Using the ASP.Net membership provider in a Windows forms application part 1.
One of the new features in ASP.Net 2.0 is the membership and role
provider system. This is nicely designed system that allows the developer to
handle the storage of user information pretty much any way he likes, all he has
to do is create the appropriate providers and configure his application to use
these. While this is very powerful there is something else I was much more
interested in and that is the fact that user and role management can be added
to an application without having to do any of the implementation work. Now this
is very convenient if you don’t already have a user database to work with
and something I would like to be able to use in my Windows forms applications
as well as in my web application.
Fortunately this is possible without much work at all! So let’s
create a very small console application with user management.
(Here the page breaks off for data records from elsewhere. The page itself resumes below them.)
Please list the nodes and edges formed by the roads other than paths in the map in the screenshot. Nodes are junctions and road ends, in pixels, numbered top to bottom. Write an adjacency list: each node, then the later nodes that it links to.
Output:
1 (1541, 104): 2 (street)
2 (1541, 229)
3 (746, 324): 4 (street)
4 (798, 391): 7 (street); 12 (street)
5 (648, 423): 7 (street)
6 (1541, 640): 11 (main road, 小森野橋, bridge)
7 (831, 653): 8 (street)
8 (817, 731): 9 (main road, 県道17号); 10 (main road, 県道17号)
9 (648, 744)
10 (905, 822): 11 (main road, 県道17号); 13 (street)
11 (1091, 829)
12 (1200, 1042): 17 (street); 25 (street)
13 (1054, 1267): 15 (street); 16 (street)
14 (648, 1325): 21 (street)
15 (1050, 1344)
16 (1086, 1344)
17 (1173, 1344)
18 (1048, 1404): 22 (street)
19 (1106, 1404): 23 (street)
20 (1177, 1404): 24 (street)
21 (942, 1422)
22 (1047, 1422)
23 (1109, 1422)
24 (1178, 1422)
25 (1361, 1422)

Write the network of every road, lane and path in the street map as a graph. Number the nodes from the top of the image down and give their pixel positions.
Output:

First create a new Visual Basic console application in Visual Studio
2005. No problem if you prefer C#, all you need to do is translate the
remaining syntax to C#.
Add a reference to the System.Web namespace.
Add a line with “Imports System.Web.Security”
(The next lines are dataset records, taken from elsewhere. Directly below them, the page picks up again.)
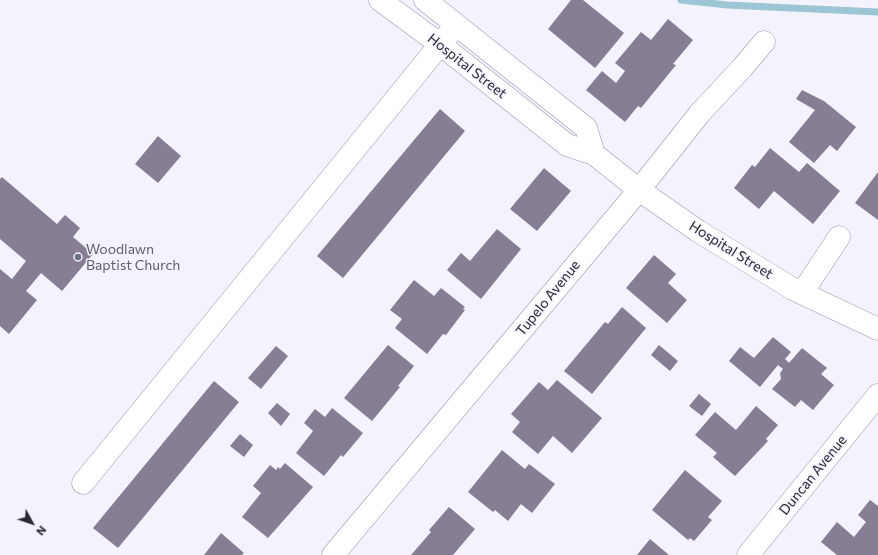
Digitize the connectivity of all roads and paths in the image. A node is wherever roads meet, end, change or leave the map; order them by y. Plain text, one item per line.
1 (380, 0) edge
2 (425, 0) edge
3 (456, 25) junction
4 (764, 42) dead end
5 (441, 45) junction
6 (594, 154) junction
7 (639, 190) junction
8 (839, 237) dead end
9 (802, 293) junction
10 (876, 324) edge
11 (878, 395) edge
12 (84, 483) dead end
13 (333, 555) edge
14 (748, 555) edge

1 - 5 street, Hospital Street
2 - 3 street, Hospital Street
3 - 5 street
3 - 6 street, Hospital Street
4 - 7 street, Tupelo Avenue
5 - 6 street, Hospital Street
5 - 12 street
6 - 7 street, Hospital Street
7 - 9 street, Hospital Street
7 - 13 street, Tupelo Avenue
8 - 9 street
9 - 10 street, Hospital Street
11 - 14 street, Duncan Avenue

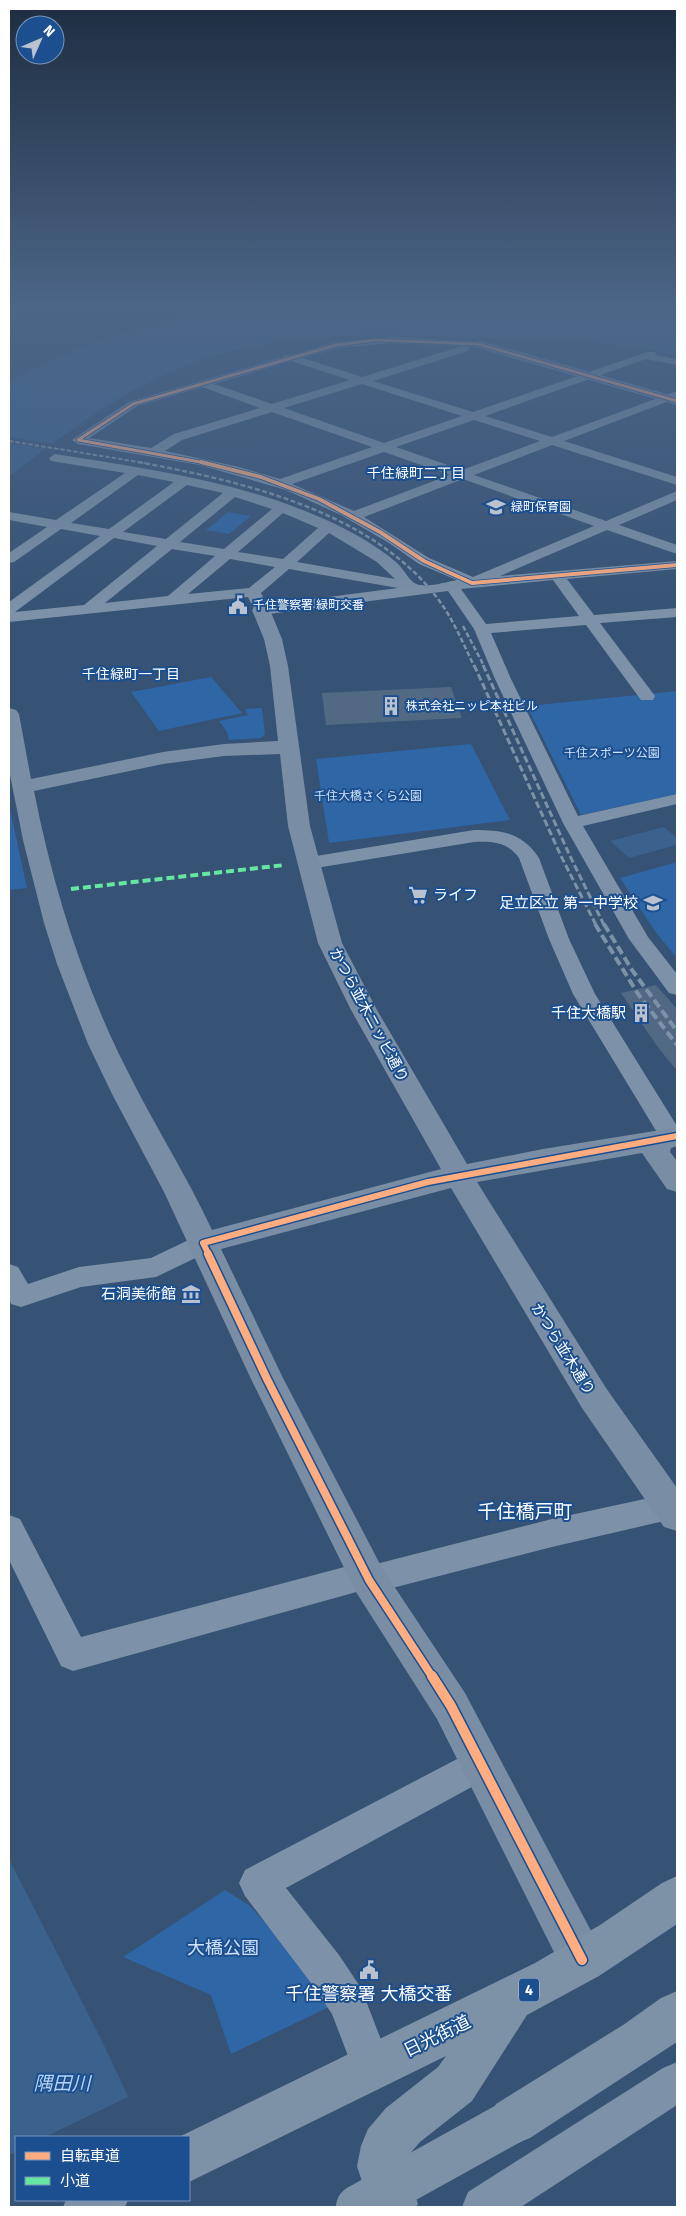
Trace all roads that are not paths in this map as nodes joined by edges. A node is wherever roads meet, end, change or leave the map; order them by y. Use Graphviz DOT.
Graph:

to the top of the Module1.vb.
Now add the following code to the Sub Main()
' Validate a username/password
If Membership.ValidateUser("Maurice", "Password_1") Then
Console.WriteLine("User
validated.")
Else
Console.WriteLine("User
invalid!")
End If
Console.ReadLine()
Go ahead and run the application.
Not surprisingly the application reports that the user is invalid,
after all how it can’t know which users are valid.
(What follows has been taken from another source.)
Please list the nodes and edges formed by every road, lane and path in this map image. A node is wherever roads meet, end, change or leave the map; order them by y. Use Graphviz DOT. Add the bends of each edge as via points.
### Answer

Now add the following code to the top of the Sub Main()
' Creating a new user
Dim status As MembershipCreateStatus
Membership.CreateUser( _
"Maurice",
_
"Password_1",
_
"maurice@TheProblemSolver.nl",
_
"Password question",
_
"Password answer",
_
True, _
status)
Console.WriteLine(status.ToString())
Go ahead and run the application again.
If you have never used the membership provider in a Web application you
might me surprised to see this just works, the user is created and is
validated. Run the application again and the creation will return a
DuplicateUserName error but the ValidateUser() still works. How is this
possible as we haven’t done anything to configure the membership provider
or told it which database to use? Well the secret is that the membership provider
checks for, and creates if needed, a new directory under the application
directory named App_Data with a SQL Express database ASPNETDB with the required
structure. This database is then used to store the user information.